Soberanía compartida
En un mundo en creciente interdependencia hay que ir al análisis y establecimiento de un nuevo tipo de soberanía; la soberanía compartida. Ya no es posible ni deseable la soberanía aislada, desligada de toda conexión. No se trata de que estemos condenados a relaciones de subordinación de unos grupos humanos respecto de otros, lo que llevaría a unas indeseables relaciones de coloniaje. La soberanía compartida no disminuye la de los elementos integrantes, sino que, por el contrario, la hace posible juntos. Esta soberanía compartida no tiene nada que ver con la famosa soberanía limitada que se sacó de la manga Breznev para justificar la injustificable invasión en 1968 de Checoslovaquia por los soviéticos. La soberanía limitada de Breznev no es coordinación o dependencia mutua de la soberanía de los países del Este, sino dependencia de todos de Moscú, mejor dicho, del Partido Comunista de la URS S.

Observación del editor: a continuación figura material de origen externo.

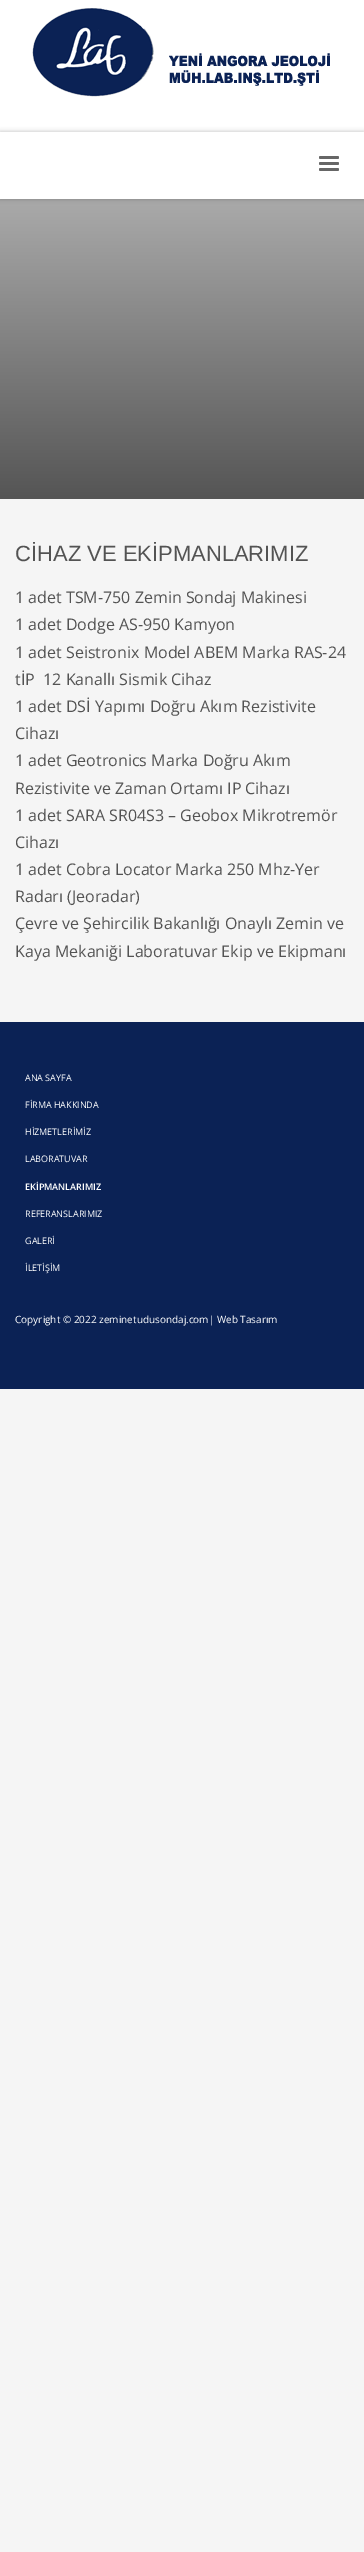 %!PS-Adobe-3.0
%%BoundingBox: 0 0 364 2552
%%LanguageLevel: 3
%%Pages: 1
%%EndComments
%%BeginProlog
/m { moveto } bind def
/l { lineto } bind def
/h { closepath } bind def
/f { fill } bind def
/q { gsave } bind def
/Q { grestore } bind def
/fn { [ exch dup neg 0 0 3 -1 roll 0 0 ] selectfont } def
/tx { moveto show } def
/bx { rectfill } def
/al { dup .setfillconstantalpha .setstrokeconstantalpha } def
/rr { 5 dict begin { /r /h /w /y /x } { exch def } forall
  x r add y moveto x w add y 2 copy h add r arct x w add y h add x 1 index r arct
  x y h add x y r arct x y 2 copy exch w add exch r arct closepath end } def
/sh { 12 dict begin { /a /b /q /h /w /y /x } { exch def } forall gsave /was 0 def
  9 -2 -9 { dup b mul 4 div /e exch def 1 sub .425 mul 2.718 exch exp 1 add a .99 .min exch div /now exch def
    1 1 now sub 1 was sub div sub al /was now def
    w h .min e 2 mul add 0 gt { x e sub y e sub w e 2 mul add h e 2 mul add
      q e add b .6 mul add w h .min 2 div e add .min 0 .max rr fill } if } for grestore end } def
/im { 5 dict begin { /h /w /y /x /name } { exch def } forall
  gsave x y translate w h scale
  w h 8 [w 0 0 h 0 0] name (r) file false 3 colorimage grestore end } def
%%EndProlog
%%BeginSetup
<< /PageSize [364 2552] /PageUsesTransparency true >> setpagedevice
%%EndSetup
%%Page: 1 1
0 .pushpdf14devicefilter
0 2552 translate 1 -1 scale
4 setmiterlimit
0.961 setgray
0 0 364 2552 bx
1 setgray
0 0 364 132 bx
(image0.raw) 32 8 298 89 im
q 0 199 m 364 199 l 364 499 l 0 499 l h clip newpath
<< /ShadingType 2 /ColorSpace /DeviceRGB /Coords [182 199 182 499] /Extend [true true] /Function << /FunctionType 2 /Domain [0 1] /C0 [0.667 0.667 0.667] /C1 [0.333 0.333 0.333] /N 1 >> >> shfill Q
0 setgray
0 132 364 67 0 2.5 0.25 sh
1 setgray
0 132 364 67 bx
0.4 setgray
319 156 20 3 1.5 rr f
319 162 20 3 1.5 rr f
319 168 20 3 1.5 rr f
/LiberationSans-Regular 22 fn
0.325 setgray
(CİHAZ VE EKİPMANLARIMIZ) 15 561 tx
/OpenSans-Regular 16 fn
(1 adet TSM-750 Zemin Sondaj Makinesi) 15 603 tx
(1 adet Dodge AS-950 Kamyon) 15 630 tx
(1 adet Seistronix Model ABEM Marka RAS-24) 15 658 tx
(tİP  12 Kanallı Sismik Cihaz) 15 685 tx
(1 adet DSİ Yapımı Doğru Akım Rezistivite) 15 712 tx
(Cihazı) 15 739 tx
(1 adet Geotronics Marka Doğru Akım) 15 766 tx
(Rezistivite ve Zaman Ortamı IP Cihazı) 15 794 tx
(1 adet SARA SR04S3 – Geobox Mikrotremör) 15 821 tx
(Cihazı) 15 848 tx
(1 adet Cobra Locator Marka 250 Mhz-Yer) 15 875 tx
(Radarı \(Jeoradar\)) 15 902 tx
(Çevre ve Şehircilik Bakanlığı Onaylı Zemin ve) 15 929 tx
(Kaya Mekaniği Laboratuvar Ekip ve Ekipmanı) 15 957 tx
0.043 0.133 0.333 setrgbcolor
0 1022 364 367 bx
/OpenSans-Regular 9 fn
1 setgray
(ANA SAYFA) 25 1081 tx
(FİRMA HAKKINDA) 25 1108 tx
(HİZMETLERİMİZ) 25 1135 tx
(LABORATUVAR) 25 1162 tx
/OpenSans-SemiBold 9 fn
(EKİPMANLARIMIZ) 25 1190 tx
/OpenSans-Regular 9 fn
(REFERANSLARIMIZ) 25 1217 tx
(GALERİ) 25 1244 tx
(İLETİŞİM) 25 1271 tx
/OpenSans-Regular 10 fn
(Copyright © 2022 zeminetudusondaj.com| Web Tasarım) 15 1323 tx
.poppdf14devicefilter showpage
%%EOF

No es el caso de las sociedades occidentales, que fundamentan su viabilidad histórica en la legitimidad del pluralismo social, ideológico y político. En la soberanía compartida se trata de compartir la soberanía sin perderla. La soberanía compartida es el único remedio o vacuna contra los nacionalismos de toda laya.
La consideración de la soberanía compartida como principio activo en la regulación de las relaciones entre las unidades sociales y políticas insuficientes abre nuevas avenidas mentales para un pensamiento político a la altura de nuestro tiempo.
Las naciones del viejo continente tienen por encima de ellas la sociedad supranacional que es Europa, preexistente a las naciones mismas. Por debajo de las naciones están las regiones, cuya armónica articulación dentro del Estado nacional es hoy el problema político primordial de España. Desde nuestra circunstancia española, la pregunta política fundamental interroga sobre las condiciones de posibilidad de un Estado español de las autonomías regionales que esté abierto al proceso de unificación de una Europa desembarazada, de una vez por todas, de nacionalismos insuficientes y alicortos. Porque el problema de Europa es que hay una desgarrada desproporción entre su potencialidad y el formato de la organización, política en que tiene que actuar.